Majority of students favor proposal to create GE diversity requirement in CUE initiative advisory vote
By Shoshee Jau
May 6, 2011 3:21 a.m.
An advisory vote regarding the introduction of a diversity general education requirement was passed with 62.9 percent in favor, garnering 5,337 of a total of 8,480 student votes.
The Communicating Unity Through Education initiative, which was one of two advisory votes attached to the ballot this year, aimed to gauge student support for replacing the third course in the Foundations of Society and Culture requirement with a diversity-oriented class.
An advisory vote is a non-binding poll administered by the Undergraduate Students Association Council, intended to encourage administration to consider students’ opinions.
Academic Affairs Commissioner Suza Khy said the purpose of the revision is to promote students’ responsibilities as global citizens by increasing their knowledge of the diverse communities around them.
“To be an effective leader, you need to understand the communities you’re going to be interacting with and the communities you’re going to be serving,” Khy said in a interview earlier this week.
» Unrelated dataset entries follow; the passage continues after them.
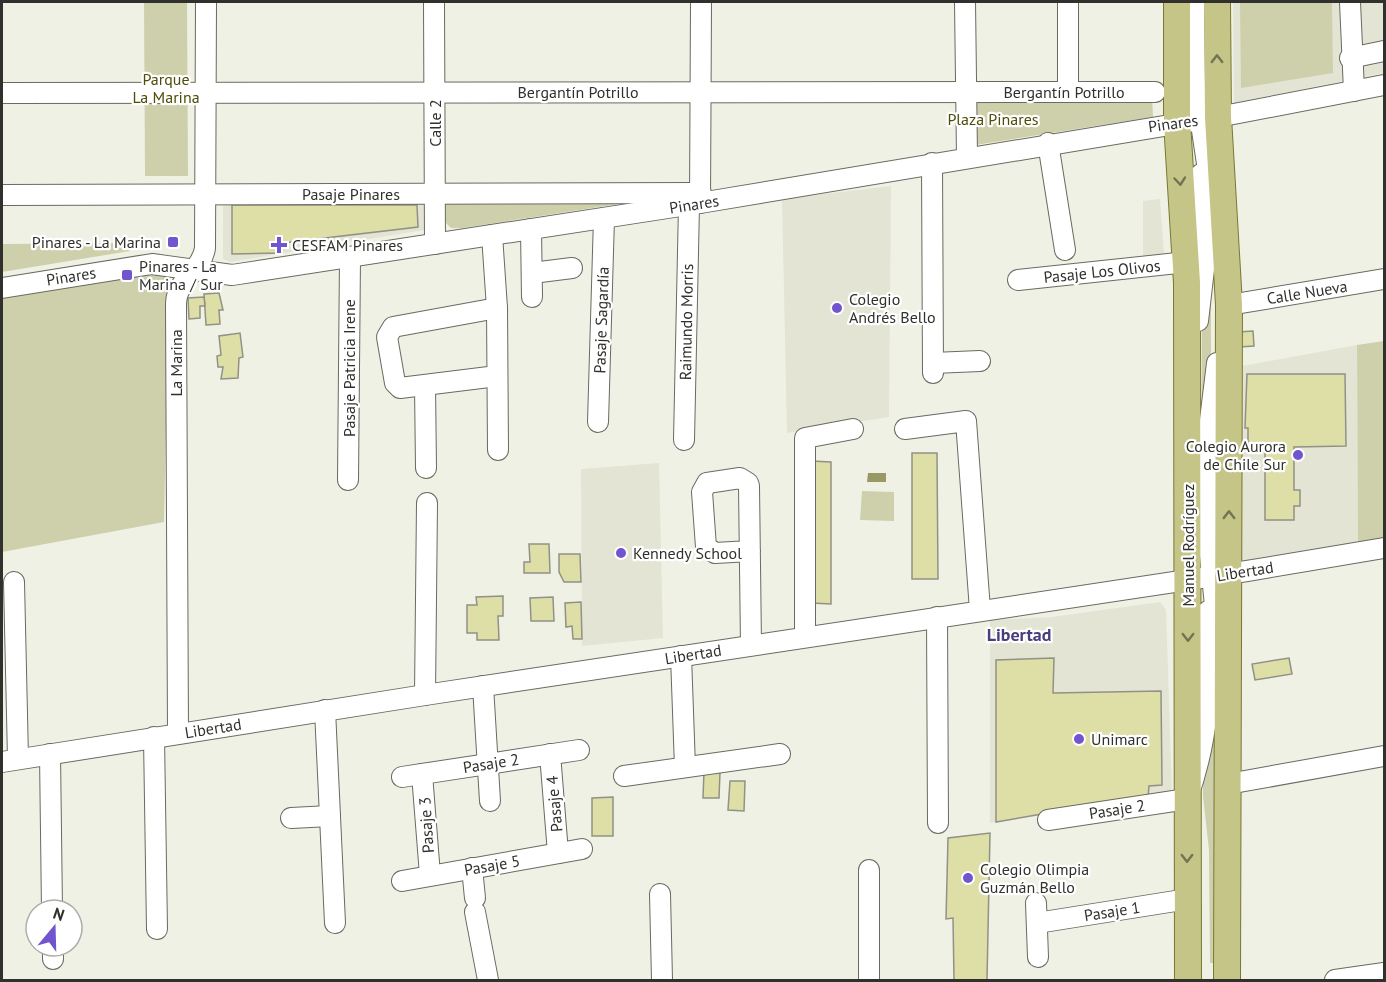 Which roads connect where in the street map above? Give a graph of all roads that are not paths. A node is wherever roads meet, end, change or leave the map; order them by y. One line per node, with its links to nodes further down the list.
1 (206, 2): 21 (street, La Marina)
2 (434, 2): 15 (street, Calle 2)
3 (701, 2): 16 (street, Raimundo Morris)
4 (965, 2): 17 (street)
5 (1068, 2): 18 (street)
6 (1177, 2): 22 (main road, Manuel Rodríguez)
7 (1186, 2): 22 (street)
8 (1194, 2): 22 (street)
9 (1217, 2): 22 (main road, Manuel Rodríguez, one-way to 9)
10 (1350, 2): 12 (street)
11 (1384, 51): 12 (street)
12 (1350, 58): 14 (street)
13 (1384, 85): 14 (street, Pinares)
14 (1354, 91): 22 (street, Pinares)
15 (435, 92): 16 (street, Bergantín Potrillo); 21 (street, Bergantín Potrillo); 26 (street, Calle 2)
16 (701, 92): 17 (street, Bergantín Potrillo); 29 (street, Raimundo Morris)
17 (965, 92): 18 (street, Bergantín Potrillo); 24 (street)
18 (1068, 92): 19 (street, Bergantín Potrillo)
19 (1155, 92)
20 (2, 93): 21 (street, Bergantín Potrillo)
21 (206, 93): 27 (street, La Marina)
22 (1197, 120): 23 (street, Pinares); 36 (main road, Manuel Rodríguez, one-way to 36); 44 (main road, Manuel Rodríguez); 59 (street)
23 (1048, 143): 24 (street, Pinares); 34 (street)
24 (967, 157): 25 (street, Pinares)
25 (932, 163): 29 (street, Pinares); 46 (street)
26 (435, 193): 27 (street, Pasaje Pinares); 29 (street, Pasaje Pinares); 33 (street, Calle 2)
27 (205, 194): 28 (street, Pasaje Pinares); 38 (street, La Marina)
28 (2, 195)
29 (696, 200): 30 (street, Pinares); 52 (street, Raimundo Morris)
30 (604, 218): 31 (street, Pinares); 49 (street, Pasaje Sagardía)
31 (531, 229): 32 (street, Pinares); 39 (street)
32 (492, 235): 33 (street, Pinares); 45 (street)
33 (435, 244): 35 (street, Pinares)
34 (1065, 250)
35 (350, 257): 38 (street, Pinares); 55 (street, Pasaje Patricia Irene)
36 (1187, 262): 41 (street, Pasaje Los Olivos); 59 (main road, Manuel Rodríguez)
37 (572, 267): 39 (street)
38 (195, 268): 42 (street, Pinares); 69 (street, La Marina)
39 (531, 273): 43 (street)
40 (1384, 279): 44 (street, Calle Nueva)
41 (1018, 280)
42 (2, 288)
43 (532, 297)
44 (1228, 305): 59 (main road, Manuel Rodríguez, one-way to 44)
45 (497, 308): 47 (street); 48 (street)
46 (980, 361)
47 (497, 376): 48 (street); 53 (street)
48 (425, 386): 54 (street)
49 (598, 422)
50 (854, 429): 63 (street)
51 (905, 429): 61 (street)
52 (684, 440)
53 (498, 450)
54 (426, 468)
55 (348, 480)
56 (427, 503): 67 (street)
57 (1384, 548): 59 (street, Libertad)
58 (750, 551): 64 (street)
59 (1208, 576): 61 (street, Libertad); 82 (main road, Manuel Rodríguez); 83 (main road, Manuel Rodríguez, one-way to 83); 108 (street)
60 (14, 582): 76 (street)
61 (980, 610): 62 (street, Libertad)
62 (937, 617): 63 (street, Libertad); 88 (street)
63 (805, 637): 64 (street, Libertad)
64 (751, 645): 65 (street, Libertad)
65 (681, 656): 66 (street, Libertad); 78 (street)
66 (483, 686): 67 (street, Libertad); 77 (street)
67 (425, 695): 68 (street, Libertad)
68 (325, 710): 69 (street, Libertad); 85 (street)
69 (178, 733): 70 (street, Libertad)
70 (154, 737): 72 (street, Libertad); 101 (street)
71 (579, 750): 73 (street, Pasaje 2)
72 (50, 754): 76 (street, Libertad); 96 (street)
73 (550, 754): 77 (street, Pasaje 2); 90 (street, Pasaje 4)
74 (780, 754): 78 (street)
75 (1384, 756): 82 (street)
76 (10, 760)
77 (488, 764): 79 (street, Pasaje 2); 84 (street)
78 (685, 767): 80 (street)
79 (422, 774): 81 (street, Pasaje 2); 93 (street, Pasaje 3)
80 (624, 776)
81 (402, 777)
82 (1228, 784): 109 (main road, Manuel Rodríguez)
83 (1187, 799): 87 (street, Pasaje 2); 97 (main road, Manuel Rodríguez, one-way to 97)
84 (490, 801)
85 (330, 816): 86 (street); 99 (street)
86 (291, 818)
87 (1048, 820)
88 (938, 823)
89 (582, 849): 90 (street, Pasaje 5)
90 (558, 853): 91 (street, Pasaje 5)
91 (472, 868): 93 (street, Pasaje 5); 104 (street)
92 (869, 870): 106 (street)
93 (430, 875): 94 (street, Pasaje 5)
94 (402, 880)
95 (660, 894): 105 (street)
96 (52, 898)
97 (1188, 899): 100 (street, Pasaje 1); 107 (main road, Manuel Rodríguez)
98 (1036, 903): 100 (street)
99 (335, 923)
100 (1036, 923): 102 (street)
101 (156, 929)
102 (1038, 957)
103 (1384, 973): 110 (street)
104 (488, 981)
105 (662, 981)
106 (869, 981)
107 (1188, 981)
108 (1222, 981)
109 (1227, 981)
110 (1335, 981)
Yet some who voted against the initiative argued that it was not a strategic way to use the College’s resources, said third-year economics student Brent Gaisford.
“This is UCLA, and people already want to learn about diversity,” he said.
Gaisford said he is concerned that implementing a new requirement might take a lot of money, which the university would better spend elsewhere.
Although the Faculty Executive Committee ratified the concept of a diversity-oriented general education curriculum, it has yet to decide how to implement it, said FEC chair Raymond Knapp.
A newly formed implementation subcommittee will meet for the first time today to create criteria for the proposed revision, Knapp said.
The FEC hopes to develop a list of classes that would satisfy the requirement by the end of the quarter. Once finalized, the plan will be voted on by all the faculty members of the College.
Although the vote is only advisory, Knapp said he believes the faculty will act on students’ opinions.
“I’ve always found that in all the groups that I’ve been in … the faculty listen to and are obviously swayed by what students have to say,” Knapp said.
A similar proposal to address diversity in the general education curriculum was voted down when the College last revised the requirements in the 1990s, Knapp said.
“I was one of the architects of the first diversity requirement a decade ago, and it was a fairly close vote last time,” he said.
“The basis now is slightly different, and the organization of how it would work is slightly different ““ we will see if it is different enough.”
Knapp said he hopes the proposal will go to a faculty vote this fall, and if passed by the Academic Senate, it will be implemented in fall 2012.